• **Task description**:
Please copy each line of the records below that holds the word "South".

*** Begin section ***

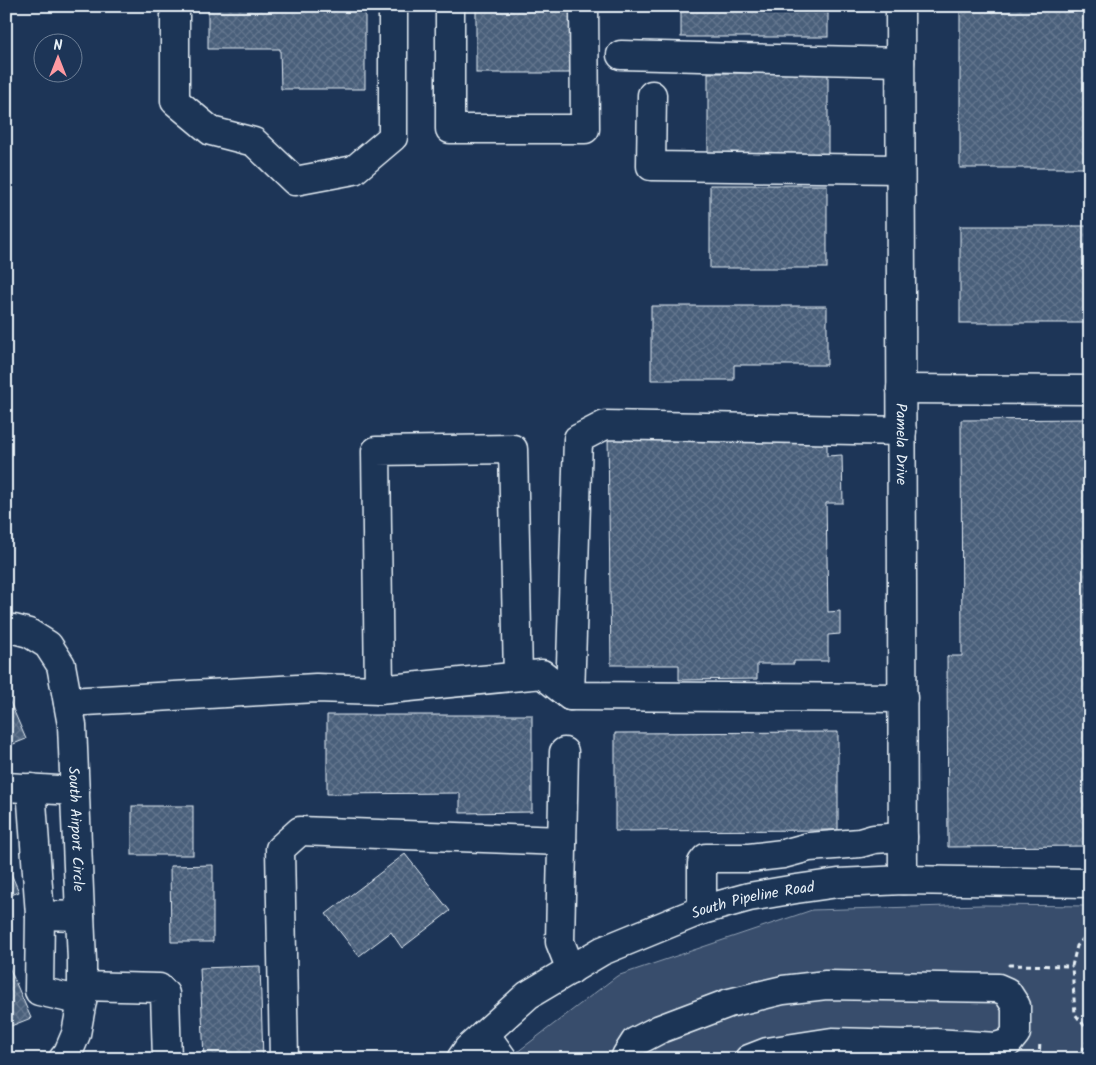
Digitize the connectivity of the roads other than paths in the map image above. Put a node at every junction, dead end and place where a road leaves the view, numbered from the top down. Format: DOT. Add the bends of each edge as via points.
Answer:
graph roads {
  1 [pos="175,6"];
  2 [pos="393,6"];
  3 [pos="450,6"];
  4 [pos="584,6"];
  5 [pos="900,6"];
  6 [pos="621,55"];
  7 [pos="900,62"];
  8 [pos="652,95"];
  9 [pos="900,169"];
  10 [pos="901,389"];
  11 [pos="1090,390"];
  12 [pos="902,431"];
  13 [pos="6,629"];
  14 [pos="518,676"];
  15 [pos="380,690"];
  16 [pos="570,696"];
  17 [pos="903,698"];
  18 [pos="68,702"];
  19 [pos="564,752"];
  20 [pos="19,788"];
  21 [pos="75,791"];
  22 [pos="904,838"];
  23 [pos="562,841"];
  24 [pos="904,880"];
  25 [pos="1090,883"];
  26 [pos="702,910"];
  27 [pos="40,915"];
  28 [pos="80,916"];
  29 [pos="571,970"];
  30 [pos="82,993"];
  31 [pos="485,1034"];
  32 [pos="906,1044"];
  33 [pos="63,1059"];
  34 [pos="167,1059"];
  35 [pos="284,1059"];
  36 [pos="461,1059"];
  37 [pos="503,1059"];
  38 [pos="626,1059"];
  39 [pos="749,1059"];
  40 [pos="880,1059"];
  1 -- 2 [label="street" via="175,101 211,131 254,142 295,181 354,170 393,137"];
  3 -- 4 [label="street" via="450,129 584,129"];
  5 -- 7 [label="street, Pamela Drive"];
  6 -- 7 [label="street"];
  7 -- 9 [label="street, Pamela Drive"];
  8 -- 9 [label="street" via="651,166"];
  9 -- 10 [label="street, Pamela Drive"];
  10 -- 11 [label="street"];
  10 -- 12 [label="street, Pamela Drive"];
  12 -- 16 [label="street" via="605,425 578,439"];
  12 -- 17 [label="street, Pamela Drive"];
  13 -- 18 [label="street, South Airport Circle" via="29,633 48,645 61,665"];
  14 -- 15 [label="street"];
  14 -- 15 [label="street" via="513,449 376,451"];
  14 -- 16 [label="street" via="542,674"];
  15 -- 18 [label="street" via="316,688"];
  16 -- 17 [label="street"];
  17 -- 22 [label="street, Pamela Drive"];
  18 -- 21 [label="street, South Airport Circle"];
  19 -- 23 [label="street"];
  20 -- 21 [label="street"];
  20 -- 27 [label="street"];
  21 -- 28 [label="street, South Airport Circle"];
  22 -- 24 [label="street, Pamela Drive"];
  22 -- 26 [label="street" via="809,847 749,858 706,858 702,863"];
  23 -- 29 [label="street" via="560,942"];
  23 -- 35 [label="street" via="300,831 280,850"];
  24 -- 25 [label="street, South Pipeline Road"];
  24 -- 26 [label="street, South Pipeline Road" via="796,889"];
  26 -- 29 [label="street, South Pipeline Road" via="602,951"];
  27 -- 28 [label="street"];
  27 -- 30 [label="street" via="39,991"];
  28 -- 30 [label="street, South Airport Circle"];
  29 -- 31 [label="street, South Pipeline Road" via="528,995"];
  30 -- 33 [label="street, South Airport Circle" via="76,1034"];
  30 -- 34 [label="street" via="159,988 165,994"];
  31 -- 36 [label="street, South Pipeline Road"];
  31 -- 37 [label="street"];
  32 -- 38 [label="street" via="996,1047 1008,1043 1016,1033 1016,1006 1007,992 998,988 826,985 783,990 729,1003 660,1029 635,1042"];
  32 -- 39 [label="street" via="832,1042 767,1052"];
  32 -- 40 [label="street"];
}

*** End section ***

• **Exercise output**:
  13 -- 18 [label="street, South Airport Circle" via="29,633 48,645 61,665"];
  18 -- 21 [label="street, South Airport Circle"];
  21 -- 28 [label="street, South Airport Circle"];
  24 -- 25 [label="street, South Pipeline Road"];
  24 -- 26 [label="street, South Pipeline Road" via="796,889"];
  26 -- 29 [label="street, South Pipeline Road" via="602,951"];
  28 -- 30 [label="street, South Airport Circle"];
  29 -- 31 [label="street, South Pipeline Road" via="528,995"];
  30 -- 33 [label="street, South Airport Circle" via="76,1034"];
  31 -- 36 [label="street, South Pipeline Road"];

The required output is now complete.